Some merchants along Ottawa's Beechwood Avenue say city plans to revitalize that road could come at the cost of their businesses. The city says this corridor along Beechwood is a critical component of the east-west bike route. But the proposed changes are pitting bikes against businesses. This area is one of the last traditional main streets to be developed in the city.  And everyone wants to get it right.

Businesses along that strip say they aren't against the addition of bike lanes but they are against the loss of parking spots.

Ten years in business is a milestone for the owner of Jacobson’s Gourmet Concepts in Beechwood Village, selling smelly cheeses and decadent desserts.  But like many of the shop owners along Beechwood, Susan Jacobson worries what the next 10 years will hold.

“We want this street to become a destination,” Jacobson says, “that's our concern about the potential changes that are coming.”

Those potential changes involve a reconfiguration of Beechwood Avenue with bike lanes along both sides of the street.  That would mean the loss of all the parking on the south side of the street, about 35 spots or 64% of the total parking along Beechwood, according to the Vanier BIA.  Those parking spots would move to side streets like Charlevoix, Marier and Barrette.

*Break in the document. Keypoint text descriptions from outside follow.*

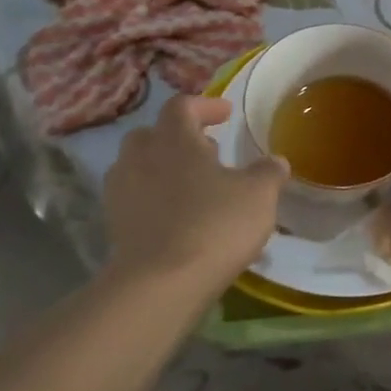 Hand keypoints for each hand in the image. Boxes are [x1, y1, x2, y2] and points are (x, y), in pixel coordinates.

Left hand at [102, 95, 287, 292]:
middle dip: (178, 137)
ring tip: (192, 185)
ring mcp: (121, 194)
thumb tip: (275, 161)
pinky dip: (153, 199)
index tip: (226, 114)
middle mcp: (140, 158)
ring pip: (137, 167)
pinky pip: (134, 199)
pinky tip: (178, 217)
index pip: (182, 106)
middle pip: (152, 134)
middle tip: (208, 150)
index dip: (205, 105)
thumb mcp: (259, 194)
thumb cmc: (214, 224)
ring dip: (162, 168)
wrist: (160, 285)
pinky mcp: (115, 227)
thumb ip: (268, 172)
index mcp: (174, 139) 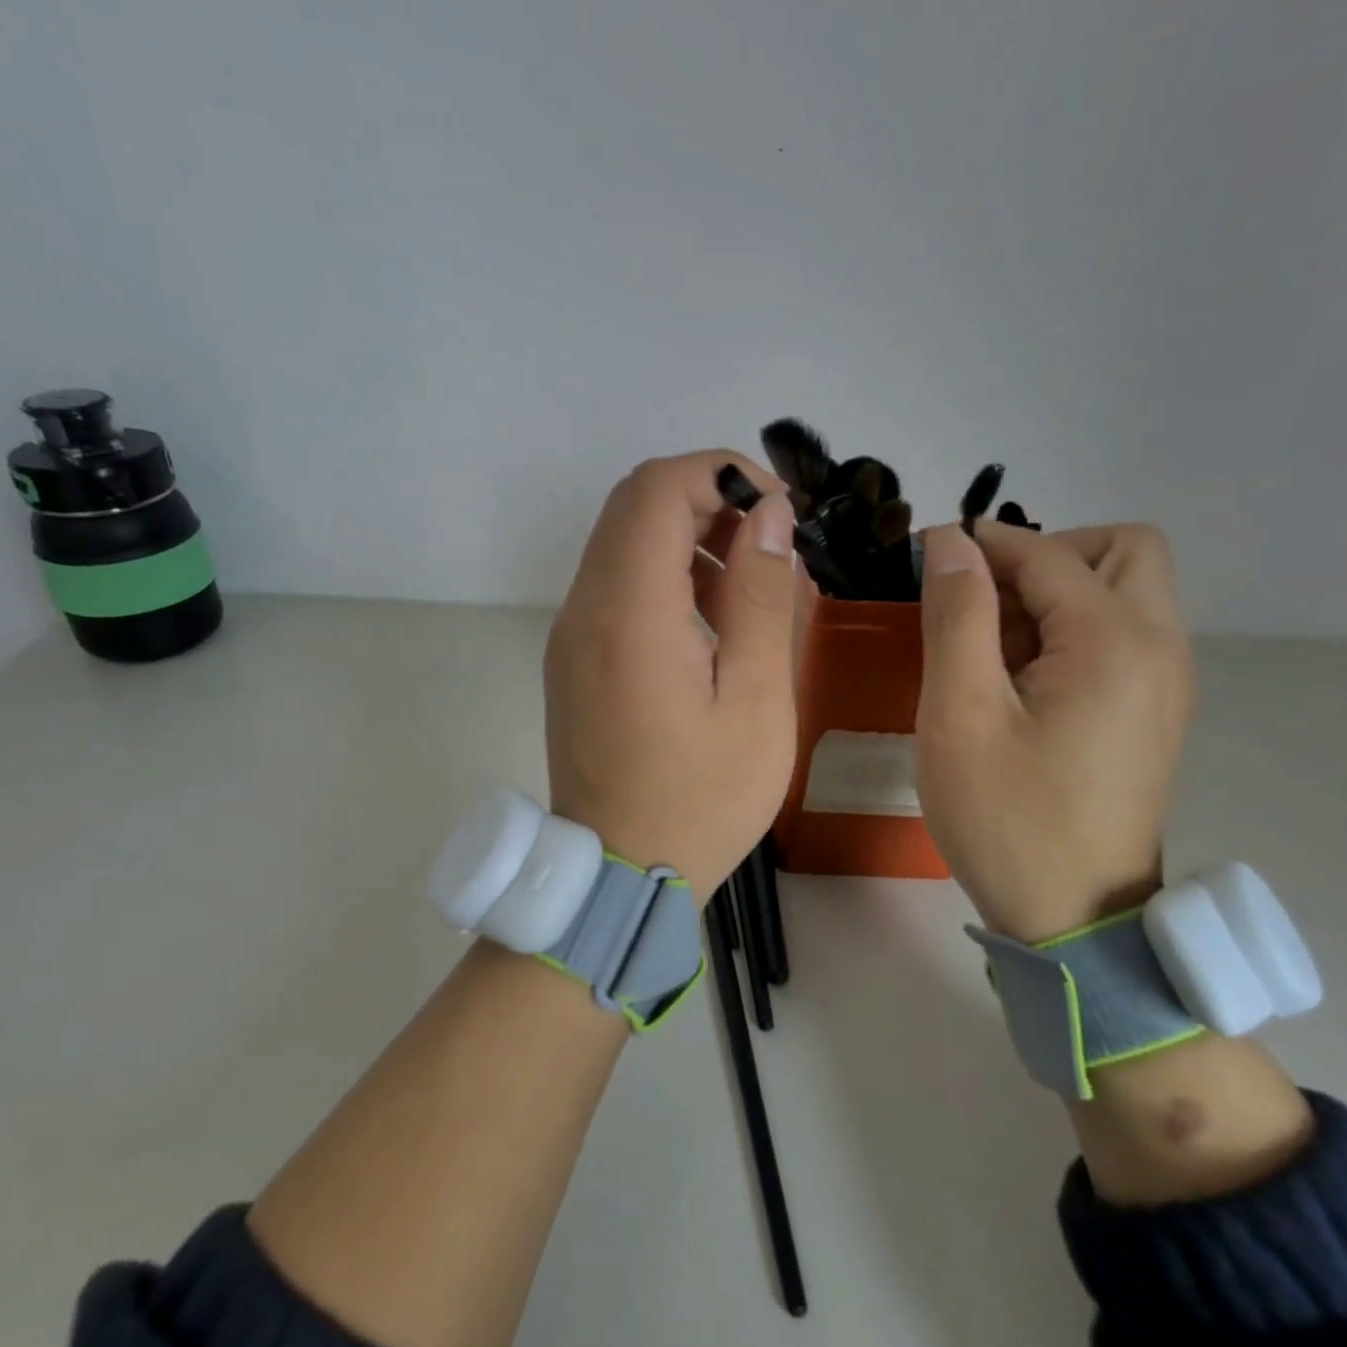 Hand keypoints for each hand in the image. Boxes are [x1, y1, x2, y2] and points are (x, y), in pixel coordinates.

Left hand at [544, 451, 801, 903]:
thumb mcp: (756, 700)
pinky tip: (709, 621)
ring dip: (686, 536)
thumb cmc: (702, 798)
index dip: (721, 473)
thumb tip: (766, 514)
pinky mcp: (572, 657)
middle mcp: (584, 608)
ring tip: (748, 584)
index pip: (657, 488)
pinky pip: (614, 585)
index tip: (777, 508)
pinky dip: (663, 574)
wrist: (619, 873)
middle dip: (707, 498)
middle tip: (768, 542)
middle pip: (633, 504)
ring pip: (622, 541)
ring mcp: (570, 633)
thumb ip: (761, 596)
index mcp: (628, 612)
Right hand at [915, 521, 1195, 942]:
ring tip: (989, 646)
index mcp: (1115, 643)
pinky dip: (1070, 629)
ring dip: (1055, 592)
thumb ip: (957, 616)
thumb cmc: (1007, 817)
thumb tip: (949, 542)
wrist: (1074, 919)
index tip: (925, 557)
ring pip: (1123, 591)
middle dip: (1044, 554)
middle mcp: (1159, 648)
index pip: (1049, 554)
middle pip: (1120, 551)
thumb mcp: (960, 714)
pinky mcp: (1153, 711)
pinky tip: (1017, 679)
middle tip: (980, 601)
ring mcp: (1164, 682)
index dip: (982, 544)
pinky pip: (1120, 635) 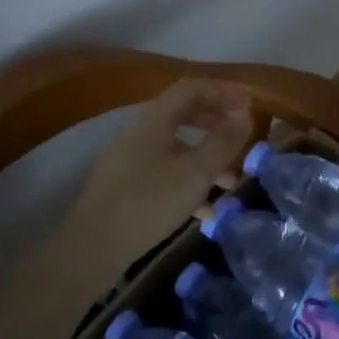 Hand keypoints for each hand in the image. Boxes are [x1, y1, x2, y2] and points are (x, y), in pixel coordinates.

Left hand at [62, 79, 252, 271]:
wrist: (90, 250)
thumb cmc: (147, 204)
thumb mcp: (195, 173)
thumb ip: (223, 143)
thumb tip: (246, 116)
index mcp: (154, 121)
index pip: (191, 88)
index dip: (222, 91)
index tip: (249, 104)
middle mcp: (140, 133)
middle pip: (183, 114)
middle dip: (216, 122)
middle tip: (241, 136)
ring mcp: (129, 161)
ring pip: (176, 147)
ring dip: (206, 157)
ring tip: (231, 181)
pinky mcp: (125, 188)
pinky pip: (164, 173)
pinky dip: (189, 182)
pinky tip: (205, 210)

"The objective is to make Beechwood Avenue a safe main street,” says one of the councilors for the area, Mathieu Fleury, “where businesses can thrive, where people feel that it is friendly to walk and where it is safe for cars.”

Cyclist Fiona Lester likes the idea and says cycling on Beechwood now is a little hairy.

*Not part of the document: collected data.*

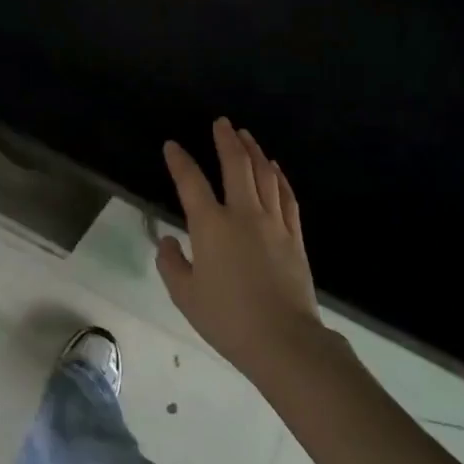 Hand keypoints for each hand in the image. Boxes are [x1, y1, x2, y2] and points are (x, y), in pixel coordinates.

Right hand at [157, 119, 326, 380]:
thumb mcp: (185, 296)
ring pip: (264, 175)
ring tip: (245, 135)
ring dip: (253, 151)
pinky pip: (287, 196)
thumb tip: (169, 242)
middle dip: (226, 140)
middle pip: (235, 166)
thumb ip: (172, 264)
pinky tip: (275, 168)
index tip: (172, 146)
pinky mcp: (294, 236)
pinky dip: (279, 177)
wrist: (284, 341)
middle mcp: (243, 214)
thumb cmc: (228, 319)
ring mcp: (273, 223)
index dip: (179, 161)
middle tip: (221, 122)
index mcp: (211, 226)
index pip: (191, 183)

“We were just biking and we were weaving and we tried to make a left turn and I thought “I don't think we can do this.”

Naomi Bose adds, “There’s not a ton of room.  No bike lanes that I can see and lots of cars parked at the side of the road.”

Tracey Clark is an avid cyclist too but also a business owner, with 18 Bridgehead coffee shops under her belt.  She welcomes more development along Beechwood, home to one of her coffee shops, but worries at what cost.

“My concern is that we aren't balancing interests in this case,” says Clar, “the interests of cyclists cycling through in commercial zone versus the viability of creating a good commercial zone for all residents concerned.”

The retailers point to Hintonburg and Westboro as examples of how to find the balance between the safety of cyclists and the needs of businesses.  They're hoping for a similar compromise.

"Beechwood has taken its hits,” says Mark Kaluski, the Chair of the Vanier BIA, “with a fire and we've had a number of businesses leave to go to retail plazas and we are concerned if they take away parking, we may lose more customers to the malls.”

Residents and businesses have until next Wednesday to comment on the study.  But final decisions on what Beechwood Village will ultimately look like are still a ways off.